So while running an Edge of the Empire campaign, I am running into a problem of creating customized Nemesis and Rivals. I'm assuming that the former are basically player characters built with equal to greater xp, but is there an official formula for damage or toughness?

For instance, if a party primarily is combat light and is equipped with blaster pistols, what's a challenging set of stats as opposed to one built around big droids with bigger weapons?


1 Answer 1


Threshold Formulae

There are no official formulae for any NPC's released to date.

That said, the Gamemaster's Kit explicitly points out that NPC Nemesis characters do not use the PC generation mechanics unless the GM wants to do so. Further, nemesis character experience is handled differently from PC's when buying talents - they don't need to do so in order, and they all cost the same.

Remember the axiomatic definitions:

  • Minions have no stress, no skills, and take stress/stun as wounds.
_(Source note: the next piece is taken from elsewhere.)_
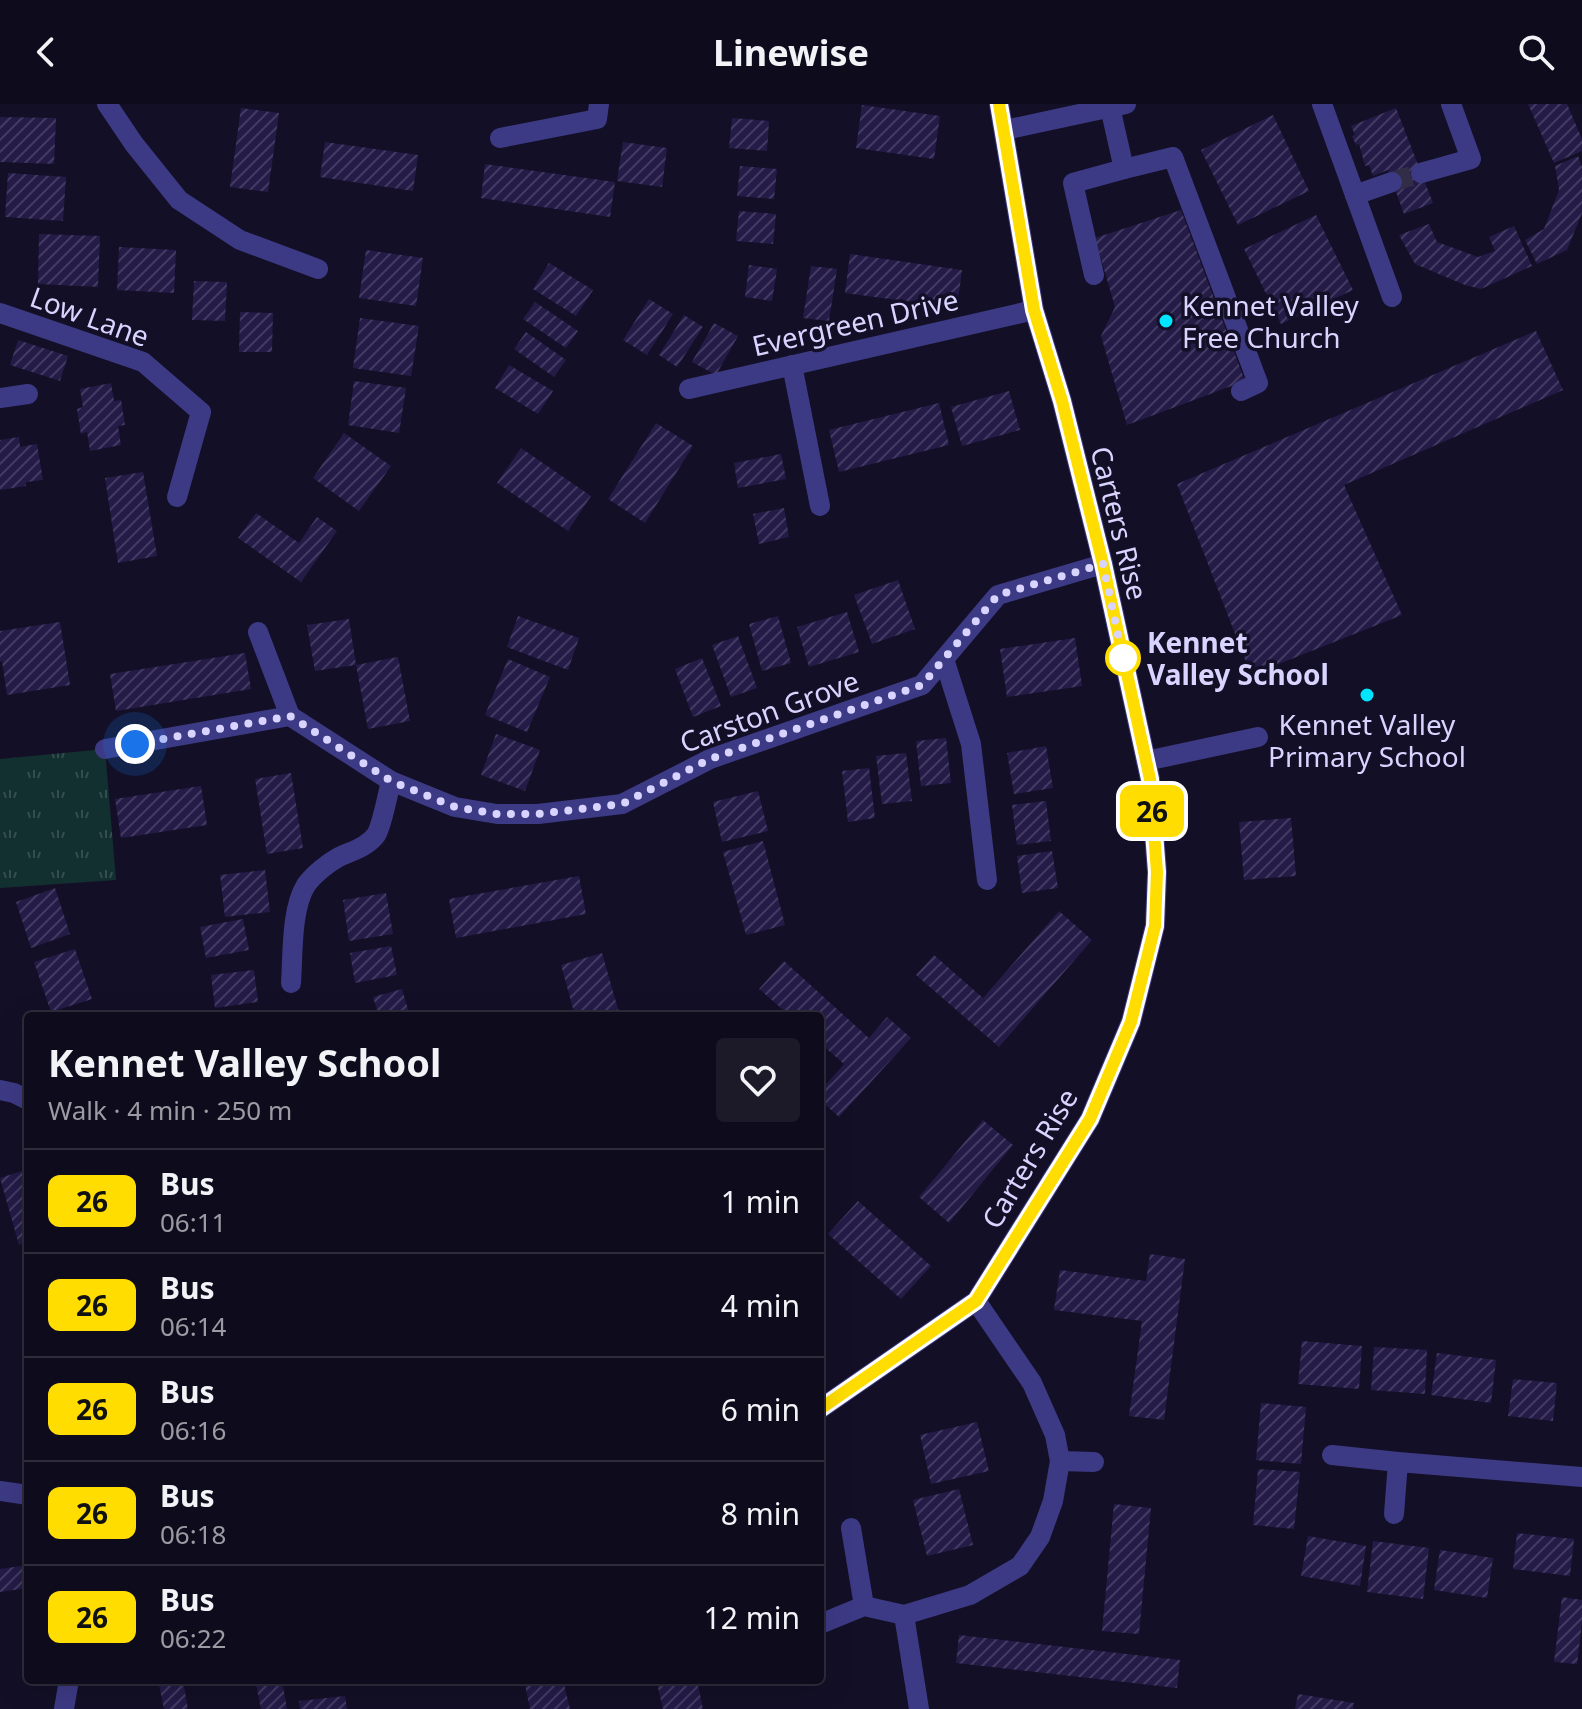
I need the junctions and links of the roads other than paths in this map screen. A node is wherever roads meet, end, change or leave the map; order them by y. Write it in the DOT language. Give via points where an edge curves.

In groups, damage from one rolls on to the next in that group.
  • Rivals have no stress threshold, and take stress/stun as wounds. They are individuals. They are out of action from any critical.
  • Nemesis have a stress threshold.

In general, I have noted that:

  • Minions have about 50% of what a similar PC would have for WT.
  • Rivals often have about the same WT as starting PC's, tho' some have up to about 6 more. Rivals skills are typically no more than level 3, often only levels 1-2.
  • Nemesis levels have no less than starting PC levels of WT and ST. Attributes often are well above 150 points; skills are often in excess of level 2.

Encounter Balance

Balancing encounters is another matter entirely. There is no mechanical balancing included in any materials for Edge of the Empire nor for Age of Rebellion that I've seen.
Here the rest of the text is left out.